Planning the reflective essay: We talked through the assignment sheet for the reflective writing on response essays. It looks very much like the sheet for reflective writing on summaries - except that this time the requirement is to WRITE AN ESSAY which responds to the prompts. We talked about what kind of brainstorming you would need to do in order to be able to write this essay. You wrote me an email summing up what you heard in this discussion - and I wrote back to you with my version of what I thought I said about one way to plan for writing this essay. As noted in our discussion, there are LOTS of ways to plan and organize essays. At the same time, they all involve some kind of planning to decide on a general focus, some writing to develop that focus, some more planning to sharpen or deepen that focus, some writing or notes to plan the organization (maybe list of points or ideas and a proposed order), followed up by a draft.
We noticed that you generally cannot write the introduction until after you have done some exploring (usually in writing) to figure out what you have to say. This is because the introduction (in most forms of academic writing) sets up the focus in more detail than you will know until after you have done some writing.
Revising: Later in class we talked about the revising process. In general, you should revise in terms of one feature of the essay at a time. Reading through to "fix" everything doesnt allow you enough chance to think in depth about how the focus is working, whether you have the best organization, what kind of development might be needed, whether you need to cut anything, and how your essay is working in terms of the genre/audience expectations. We noted that using the criteria (the categories for evaluation) from the Writing Rubric and a good plan for organizing your check for what to revise.
Another strategy for revising is to go back to the assignment sheet, and go through the criteria one by one to make sure you have written to all of the expectations listed on the sheet.
We will work on additional strategies for revising in class next week.
Getting ready to write arguments
You looked over the Brandon King Essay and worked with your groups to get yourself some perspective on what King wrote. In your groups you wrote back to a set of questions. These questions were meant to help you get a grasp on what he is saying + how he sets up his argument.
What is King's most important point?
What are his supporting points? (and where does he set them up)
Who is is audience and what was his purpose in writing this essay (who is he in conversation with and why)?
Any important terms or backstory which King introduces to help him make his points?
Identify at least one example of King's:
ethos moves - how does it work to establish his authority?
pathos moves - how does it work to connect to the target audience's values/beliefs/identities?
logos moves - how does it work to convince you with logic and reason?
As we discussed King's essay we paid attention to how it was "built" = the organization of his paragraphs, what each paragraph "did" (some things paragraphs do is to set up the focus, develop a point, connect back to the focus, sum up several points, and so on), and how the paragraphs fit together in terms of the focus. We noted where he set up his focus, and how his focus "organized" or structured the essay.
You did a great job on this!
For next class
Read: Bob Herbert's essay (mentioned in King), p. 564
Write: practice argument with a focus on the issues raised by King
Grades: I will be grading your portfolios today and tomorrow.

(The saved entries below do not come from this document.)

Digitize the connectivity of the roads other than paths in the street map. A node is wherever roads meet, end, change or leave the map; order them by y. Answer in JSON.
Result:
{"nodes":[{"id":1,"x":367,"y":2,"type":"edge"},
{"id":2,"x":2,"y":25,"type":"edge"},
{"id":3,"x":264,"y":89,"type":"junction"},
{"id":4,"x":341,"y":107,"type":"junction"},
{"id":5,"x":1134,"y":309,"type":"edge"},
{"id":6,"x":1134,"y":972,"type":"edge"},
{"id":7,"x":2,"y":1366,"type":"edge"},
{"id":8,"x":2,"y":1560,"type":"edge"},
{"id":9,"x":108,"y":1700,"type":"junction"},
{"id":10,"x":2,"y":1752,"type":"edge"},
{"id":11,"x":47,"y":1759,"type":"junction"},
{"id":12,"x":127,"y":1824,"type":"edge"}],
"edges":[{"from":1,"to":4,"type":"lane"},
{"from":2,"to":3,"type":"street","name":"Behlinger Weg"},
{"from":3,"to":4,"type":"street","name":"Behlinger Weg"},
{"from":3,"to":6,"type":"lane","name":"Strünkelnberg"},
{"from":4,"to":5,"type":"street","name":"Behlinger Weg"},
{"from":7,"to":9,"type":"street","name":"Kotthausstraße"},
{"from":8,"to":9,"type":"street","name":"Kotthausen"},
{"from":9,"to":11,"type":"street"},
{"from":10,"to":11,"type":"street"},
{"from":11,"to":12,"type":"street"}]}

As I reported, I had the wrong scale for the summary unit. I gave you a total of 100 points for the summary assignments. I should have given you 50. You will notice on the "grade-so-far" sheet that I send back with the response unit, the summary scores have been halved, so that the total is now 50 instead of 100 points for the summary unit. So far you have earned points out is a total of 215 possible points:
Participation (9 classes) : /90
Baseline : /25
Points from summary unit: /50
Points for Response unit: /50Have a great weekend and see you on Tuesday.